Jul 28, 2020 / News

Tencent steals Facebook’s social media crown with rally that adds US$207 billion to market value this year

Tencent steals Facebook’s social media crown with rally that adds US$207 billion to market value this year
Tencent Holdings blasted past Facebook to become the world’s most valuable social media network operator by market capitalisation on Tuesday. It also ranked as the seventh largest company globally.

The Chinese online games and WeChat giant soared 4.5 per cent to HK$543.50, taking its market capitalisation to just under HK$5.2 trillion (US$670 billion), compared to the American rival’s market value of US$657.8 billion.

Tencent has rallied about 45 per cent this year in Hong Kong, adding HK$1.6 trillion in value to investors. Facebook gained about 14 per cent in New York at the same time.

Just over two weeks ago, Alibaba, the e-commerce behemoth and owner of the South China Morning Post

, ousted Facebook as the world’s sixth most valuable company. Alibaba’s market capitalisation is about US$677.4 billion.

American technology and internet companies have long been the world’s leaders. China’s growing innovation and clout in everything from digital payments and 5G development to online games and e-commerce are part of the raft of tensions rising between Washington and Beijing. It may have prompted Tencent into making an offer to privatise its search engine

unit Sogou from the US market.

“With rising China GDP growth, we will see more and more Chinese companies entering the top 10 or top 100 companies,” said Kenny Wen, wealth management strategist at Everbright Sun Hung Kai. “This long-term trend will continue in the foreseeable future. However, the pandemic and worsening China-US relationship may make the situation complicated.”
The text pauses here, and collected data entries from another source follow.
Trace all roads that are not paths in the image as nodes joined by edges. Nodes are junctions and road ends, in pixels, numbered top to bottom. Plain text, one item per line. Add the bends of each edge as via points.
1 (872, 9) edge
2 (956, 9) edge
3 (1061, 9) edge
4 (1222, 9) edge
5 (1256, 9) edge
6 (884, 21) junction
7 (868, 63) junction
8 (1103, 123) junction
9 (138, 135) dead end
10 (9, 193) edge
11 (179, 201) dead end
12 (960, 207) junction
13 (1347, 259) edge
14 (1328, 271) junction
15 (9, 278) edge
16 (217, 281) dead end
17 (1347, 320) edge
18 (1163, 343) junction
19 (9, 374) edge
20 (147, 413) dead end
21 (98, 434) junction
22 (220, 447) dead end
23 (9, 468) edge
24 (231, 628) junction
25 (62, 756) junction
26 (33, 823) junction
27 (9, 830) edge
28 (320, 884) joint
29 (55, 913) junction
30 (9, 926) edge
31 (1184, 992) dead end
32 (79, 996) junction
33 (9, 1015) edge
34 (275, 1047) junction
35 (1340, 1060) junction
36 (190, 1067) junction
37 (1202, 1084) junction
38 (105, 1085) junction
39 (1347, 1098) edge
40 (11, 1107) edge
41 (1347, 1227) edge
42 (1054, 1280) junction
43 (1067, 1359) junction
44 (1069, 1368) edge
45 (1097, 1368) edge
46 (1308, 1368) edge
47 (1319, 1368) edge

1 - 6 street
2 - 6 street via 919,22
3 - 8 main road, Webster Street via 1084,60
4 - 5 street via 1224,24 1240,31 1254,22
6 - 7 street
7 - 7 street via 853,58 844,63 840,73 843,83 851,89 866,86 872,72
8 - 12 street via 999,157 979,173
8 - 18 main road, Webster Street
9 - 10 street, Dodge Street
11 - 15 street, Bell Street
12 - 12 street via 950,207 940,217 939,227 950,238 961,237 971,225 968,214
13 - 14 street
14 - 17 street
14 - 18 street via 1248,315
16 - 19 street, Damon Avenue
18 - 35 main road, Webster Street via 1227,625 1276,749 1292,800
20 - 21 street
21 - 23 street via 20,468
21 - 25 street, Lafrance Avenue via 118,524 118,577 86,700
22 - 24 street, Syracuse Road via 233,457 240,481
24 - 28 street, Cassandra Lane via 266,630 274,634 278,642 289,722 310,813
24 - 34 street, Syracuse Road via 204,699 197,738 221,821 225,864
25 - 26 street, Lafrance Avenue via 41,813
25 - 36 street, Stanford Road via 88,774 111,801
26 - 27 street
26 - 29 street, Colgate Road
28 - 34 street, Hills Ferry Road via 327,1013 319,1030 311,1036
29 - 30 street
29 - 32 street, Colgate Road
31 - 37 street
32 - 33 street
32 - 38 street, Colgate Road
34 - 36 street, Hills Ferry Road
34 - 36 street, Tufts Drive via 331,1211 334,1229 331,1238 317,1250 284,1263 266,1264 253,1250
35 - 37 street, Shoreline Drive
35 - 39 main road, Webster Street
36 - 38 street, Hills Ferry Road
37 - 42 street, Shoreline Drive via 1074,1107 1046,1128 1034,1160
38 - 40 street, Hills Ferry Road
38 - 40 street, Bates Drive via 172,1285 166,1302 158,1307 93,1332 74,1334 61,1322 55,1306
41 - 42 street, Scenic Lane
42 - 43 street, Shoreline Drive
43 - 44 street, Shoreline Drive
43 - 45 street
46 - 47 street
Tencent’s ecosystem is stuffed with games, social networking, mobile payments, music and videos, as well as the cloud. Its WeChat social media, messaging and mobile payments app has more than 1 billion monthly active users. The stock has clawed its way back from a disastrous 2018, when it faced a nine-month freeze on game approvals.

“You can barely get through a day without touching one of Tencent’s applications,” Vey-Sern Ling, senior analyst at Bloomberg Intelligence said in an interview with the Post earlier this year.